Dans ce roman, Marcelle Marquet, connaissant bien la culture locale en Algérie, propose une réflexion profonde sur la condition féminine en Afrique du Nord, un univers contraignant où chaque pas est jalonné de défis. Elle raconte, avec douceur et intensité, l’histoire poignante de Taklit, confrontée aux épreuves de l’amour, du mariage et des attentes sociales, tout en explorant ses émotions et ses métamorphoses intérieures. L’héroïne grandit, mûrit, réfléchit, et cherche refuge dans la nature, cette échappée douce où elle trouve un espace de paix et de ressourcement. Dans l’insouciance de sa jeunesse, elle voit la vie dans « l’herbe trop verte », embaumée par « les odeurs de la terre » et la « joie des arbres ». Pour elle,

« La vie, c’est qu’elle va dire, entendre, c’est ce qu’elle attend, ce qui l’entoure, ce qu’elle pressent, ce qui la sollicite et l’inquiète, ce qui l’attire, la possède, la grise et l’effraie tout de même un peu ».

Mais, à l’épreuve du mariage, une belle-mère jalouse, lui prête de fausses intentions d’infidélité, la poussant à être répudiée.

Le texte, poétique, déploie de belles descriptions de la nature : l’éveil du printemps, l’arrivée bénigne de la pluie, stimulante, évoquant un lieu sacré, un sanctuaire où règnent « sécurité » et « contentement ». La pluie de printemps incarnera le renouveau et les métamorphoses discrètes qui ponctuent l’évolution de la vie. Malgré les déboires de Taklit, c’est l’espoir qui prend le dessus, à l’image d’un paysage immense et doux, capable d’accueillir à la fois le silence et l’agitation, et de retrouver sa sérénité intacte. La nature, avec sa puissance tranquille et sa patience, symbolise la résilience et la capacité à renaitre après chaque chaos.

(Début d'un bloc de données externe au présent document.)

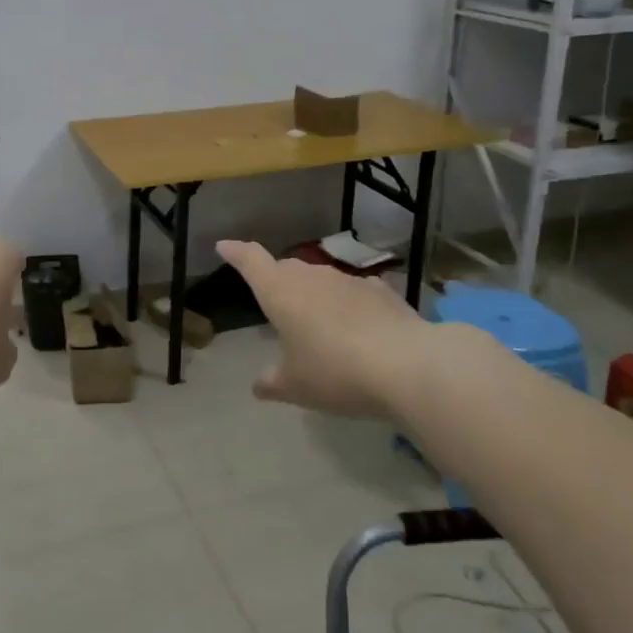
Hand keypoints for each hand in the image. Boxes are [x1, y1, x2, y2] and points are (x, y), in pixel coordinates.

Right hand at [218, 241, 437, 419]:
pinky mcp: (382, 291)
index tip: (224, 246)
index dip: (236, 252)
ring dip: (315, 294)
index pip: (251, 261)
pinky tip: (358, 324)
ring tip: (318, 321)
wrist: (408, 366)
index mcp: (280, 292)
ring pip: (321, 279)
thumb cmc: (335, 372)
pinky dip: (349, 303)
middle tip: (275, 302)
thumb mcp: (295, 386)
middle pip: (286, 269)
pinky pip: (355, 291)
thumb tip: (258, 386)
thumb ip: (272, 383)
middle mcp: (312, 277)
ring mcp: (349, 281)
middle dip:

« Le paysage immense et doux peut accepter un port vide ou bruyant et ce n’est pas l’agitation des hommes qui lui fera perdre de sa majesté. À la première éclosion du silence, un soir ou dans un moment d’abandon, il retrouvera, intacte et pleine, une sérénité qu’il doit à l’accord de ses lignes, la justesse de leurs proportions, au souple étirement des montagnes qui enclosent la baie, à la tranquille puissance d’arbres qui, au cœur de leurs vies séculaires, ont vu plusieurs fois des efforts longuement soutenus s’effondrer, et de brillantes vanités se dissoudre, sans laisser d’autres traces que de pierres poussiéreuses aux signes effacés. »

Le récit est aussi merveilleusement enrichi de dessins d’Albert Marquet en filigrane, silhouettes souvent de dos, esquissant en quelques traits des scènes de discussion, de femmes voilées — une présence discrète mais essentielle, soulignant la faiblesse de leur place dans la société.

Sources

Marcelle Marquet, Pluie de printemps, Lausanne, © La Bibliothèque des Arts, 1969, (1e éd. 1937), 311 p.